It wouldn’t be an election year without a visit to the Royal Easter Show by the prime minister and his family.
Scott Morrison, his wife Jenny and daughters Lily and Abbey toured the agricultural sheds at the show in Sydney on Saturday afternoon, meeting farmers, jersey cows and a llama.
Despite Mr Morrison’s recent interactions with the public – including an angry voter who confronted him at a Newcastle pub – his reception at the show could not have been better.
Hundreds of punters got in on the action, battling the press pack to lay eyes on the man who has been running the country for the past three years.
The prime minister was more than happy to oblige with handshakes, selfies, waves and high fives.
Colleen, 57, from Sydney’s Northern Beaches told AAP while she wasn’t going to vote Liberal in May, she still made a point of trying to see the prime minister when she realised he’d arrived.
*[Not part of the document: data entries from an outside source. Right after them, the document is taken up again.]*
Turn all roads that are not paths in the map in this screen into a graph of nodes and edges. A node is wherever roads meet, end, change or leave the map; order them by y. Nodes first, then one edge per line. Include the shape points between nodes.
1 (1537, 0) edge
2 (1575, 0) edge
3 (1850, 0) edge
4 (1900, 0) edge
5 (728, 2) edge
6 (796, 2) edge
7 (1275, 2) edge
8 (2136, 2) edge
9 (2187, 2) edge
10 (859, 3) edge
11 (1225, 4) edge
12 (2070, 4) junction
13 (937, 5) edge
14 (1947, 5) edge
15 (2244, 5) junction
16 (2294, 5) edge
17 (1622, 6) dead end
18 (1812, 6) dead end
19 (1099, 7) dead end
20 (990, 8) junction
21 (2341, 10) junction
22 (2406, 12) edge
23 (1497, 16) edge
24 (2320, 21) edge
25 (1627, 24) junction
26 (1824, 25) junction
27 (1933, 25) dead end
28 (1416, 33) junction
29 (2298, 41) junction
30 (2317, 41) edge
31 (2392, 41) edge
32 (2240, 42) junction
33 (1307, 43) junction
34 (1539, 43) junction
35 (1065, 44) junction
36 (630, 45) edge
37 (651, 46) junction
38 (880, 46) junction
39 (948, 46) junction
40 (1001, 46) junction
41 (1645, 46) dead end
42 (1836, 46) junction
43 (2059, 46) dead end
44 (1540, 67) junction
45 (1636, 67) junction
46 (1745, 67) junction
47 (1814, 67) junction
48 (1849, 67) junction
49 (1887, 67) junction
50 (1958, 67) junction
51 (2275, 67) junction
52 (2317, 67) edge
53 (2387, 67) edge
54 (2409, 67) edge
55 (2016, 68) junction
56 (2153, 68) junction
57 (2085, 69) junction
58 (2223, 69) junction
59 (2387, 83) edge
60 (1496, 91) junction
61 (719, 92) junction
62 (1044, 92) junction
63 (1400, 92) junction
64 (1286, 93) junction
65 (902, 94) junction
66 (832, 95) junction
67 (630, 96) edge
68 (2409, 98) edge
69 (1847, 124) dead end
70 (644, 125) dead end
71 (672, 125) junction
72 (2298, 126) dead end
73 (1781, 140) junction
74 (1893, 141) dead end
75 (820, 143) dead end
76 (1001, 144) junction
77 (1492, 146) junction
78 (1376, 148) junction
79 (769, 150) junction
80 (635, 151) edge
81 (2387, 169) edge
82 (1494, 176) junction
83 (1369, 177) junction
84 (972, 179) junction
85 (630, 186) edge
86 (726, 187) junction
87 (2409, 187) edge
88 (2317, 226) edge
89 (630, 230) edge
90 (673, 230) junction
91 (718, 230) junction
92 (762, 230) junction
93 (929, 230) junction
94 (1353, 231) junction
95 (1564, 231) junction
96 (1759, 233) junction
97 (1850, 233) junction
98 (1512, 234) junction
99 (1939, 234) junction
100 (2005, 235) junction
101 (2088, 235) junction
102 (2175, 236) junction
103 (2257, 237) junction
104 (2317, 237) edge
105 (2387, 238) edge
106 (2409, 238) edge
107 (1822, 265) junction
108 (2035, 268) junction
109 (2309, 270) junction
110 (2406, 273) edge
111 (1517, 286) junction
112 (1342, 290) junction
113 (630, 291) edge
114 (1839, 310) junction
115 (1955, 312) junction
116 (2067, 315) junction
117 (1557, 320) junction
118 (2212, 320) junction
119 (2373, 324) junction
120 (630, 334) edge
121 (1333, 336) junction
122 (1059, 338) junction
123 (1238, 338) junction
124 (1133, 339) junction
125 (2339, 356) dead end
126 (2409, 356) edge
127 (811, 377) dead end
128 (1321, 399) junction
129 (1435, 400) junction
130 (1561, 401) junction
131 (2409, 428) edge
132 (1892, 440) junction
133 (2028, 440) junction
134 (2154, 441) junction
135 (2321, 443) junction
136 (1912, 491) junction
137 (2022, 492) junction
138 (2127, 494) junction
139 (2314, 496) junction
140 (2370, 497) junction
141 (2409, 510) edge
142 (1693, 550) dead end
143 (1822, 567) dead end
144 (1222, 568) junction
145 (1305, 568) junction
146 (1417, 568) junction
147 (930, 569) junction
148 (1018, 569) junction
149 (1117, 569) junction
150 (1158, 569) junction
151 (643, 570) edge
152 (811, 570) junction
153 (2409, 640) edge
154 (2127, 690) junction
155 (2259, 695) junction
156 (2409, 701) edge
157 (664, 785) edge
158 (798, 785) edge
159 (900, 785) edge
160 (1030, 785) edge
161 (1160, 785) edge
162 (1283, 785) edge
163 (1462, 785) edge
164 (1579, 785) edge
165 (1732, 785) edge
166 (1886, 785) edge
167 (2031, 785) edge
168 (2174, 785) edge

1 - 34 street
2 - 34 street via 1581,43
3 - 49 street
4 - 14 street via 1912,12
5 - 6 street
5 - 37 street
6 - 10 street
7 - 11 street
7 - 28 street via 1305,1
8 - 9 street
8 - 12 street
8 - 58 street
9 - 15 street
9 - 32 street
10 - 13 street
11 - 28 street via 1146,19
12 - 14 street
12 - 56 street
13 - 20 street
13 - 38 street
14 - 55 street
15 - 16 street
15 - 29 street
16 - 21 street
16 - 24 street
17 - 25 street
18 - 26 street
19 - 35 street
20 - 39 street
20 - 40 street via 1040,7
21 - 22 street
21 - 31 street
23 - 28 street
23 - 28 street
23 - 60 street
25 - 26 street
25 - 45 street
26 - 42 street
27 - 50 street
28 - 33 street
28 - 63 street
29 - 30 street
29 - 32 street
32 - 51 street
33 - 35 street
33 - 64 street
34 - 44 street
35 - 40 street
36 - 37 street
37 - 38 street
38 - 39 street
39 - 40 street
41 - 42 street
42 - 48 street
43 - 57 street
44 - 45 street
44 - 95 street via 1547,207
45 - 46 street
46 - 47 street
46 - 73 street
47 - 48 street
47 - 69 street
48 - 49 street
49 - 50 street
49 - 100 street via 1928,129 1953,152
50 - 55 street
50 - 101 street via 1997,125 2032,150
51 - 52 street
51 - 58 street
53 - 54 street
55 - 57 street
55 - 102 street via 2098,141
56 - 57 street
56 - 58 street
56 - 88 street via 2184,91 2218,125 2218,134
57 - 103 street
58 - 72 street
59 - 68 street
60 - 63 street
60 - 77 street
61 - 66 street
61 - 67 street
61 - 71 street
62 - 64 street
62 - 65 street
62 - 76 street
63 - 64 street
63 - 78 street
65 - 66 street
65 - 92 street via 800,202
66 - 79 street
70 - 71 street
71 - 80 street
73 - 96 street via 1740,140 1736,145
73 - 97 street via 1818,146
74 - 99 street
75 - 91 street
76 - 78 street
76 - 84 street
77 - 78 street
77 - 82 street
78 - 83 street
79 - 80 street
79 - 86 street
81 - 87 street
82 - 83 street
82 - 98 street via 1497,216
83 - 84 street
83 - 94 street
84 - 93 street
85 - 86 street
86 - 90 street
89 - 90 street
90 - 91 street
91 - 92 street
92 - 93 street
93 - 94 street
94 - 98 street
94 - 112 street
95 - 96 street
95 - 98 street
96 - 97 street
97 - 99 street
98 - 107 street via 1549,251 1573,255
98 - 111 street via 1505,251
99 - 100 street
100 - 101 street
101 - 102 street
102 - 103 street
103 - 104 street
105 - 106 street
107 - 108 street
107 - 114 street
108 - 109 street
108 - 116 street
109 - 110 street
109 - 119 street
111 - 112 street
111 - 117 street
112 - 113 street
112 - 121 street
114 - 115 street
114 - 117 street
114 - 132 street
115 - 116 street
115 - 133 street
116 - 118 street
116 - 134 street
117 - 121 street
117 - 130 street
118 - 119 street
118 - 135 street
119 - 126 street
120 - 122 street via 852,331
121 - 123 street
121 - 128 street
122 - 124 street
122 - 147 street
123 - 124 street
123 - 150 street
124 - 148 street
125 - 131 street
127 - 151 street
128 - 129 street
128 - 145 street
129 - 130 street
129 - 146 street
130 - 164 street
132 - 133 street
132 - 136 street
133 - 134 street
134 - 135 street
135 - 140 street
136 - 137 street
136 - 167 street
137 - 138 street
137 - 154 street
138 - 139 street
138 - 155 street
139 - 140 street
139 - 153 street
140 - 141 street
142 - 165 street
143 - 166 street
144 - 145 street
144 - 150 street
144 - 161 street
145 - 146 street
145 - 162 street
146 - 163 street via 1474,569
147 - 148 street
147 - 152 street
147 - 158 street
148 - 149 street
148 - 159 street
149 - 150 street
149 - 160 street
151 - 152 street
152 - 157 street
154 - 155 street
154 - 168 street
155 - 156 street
“I think it’s good to see (politicians) to know that they’re meeting people and talking … (but) I’m hoping to see a change at the next election,” she said.
It was a sentiment shared by Matt, visiting from Canberra with his partner Raphael, who said meeting with the public was important.
“This is cool, everyone’s excited to see him and obviously he’s got security but I think this is one of the only countries in the world where you can get so close to a prime minister,” he told AAP.
But it wasn’t all smiles and selfies for the prime minister.
Mudgee-born Tiana, 30, told AAP despite the seemingly warm reception, she didn’t think the visit would change the public’s judgment on the past three years with him in the top job.
“He still has a lot of issues, people in rural Australia would be aware of his positions on climate change and I doubt showing his face is changing their opinions,” she said.
Mr Morrison started his campaign day on a sweet note, touring a lolly factory in the Melbourne Liberal-held seat of Chisholm in Melbourne.
He is expected to spend Easter Sunday in Sydney with Jenny and their girls.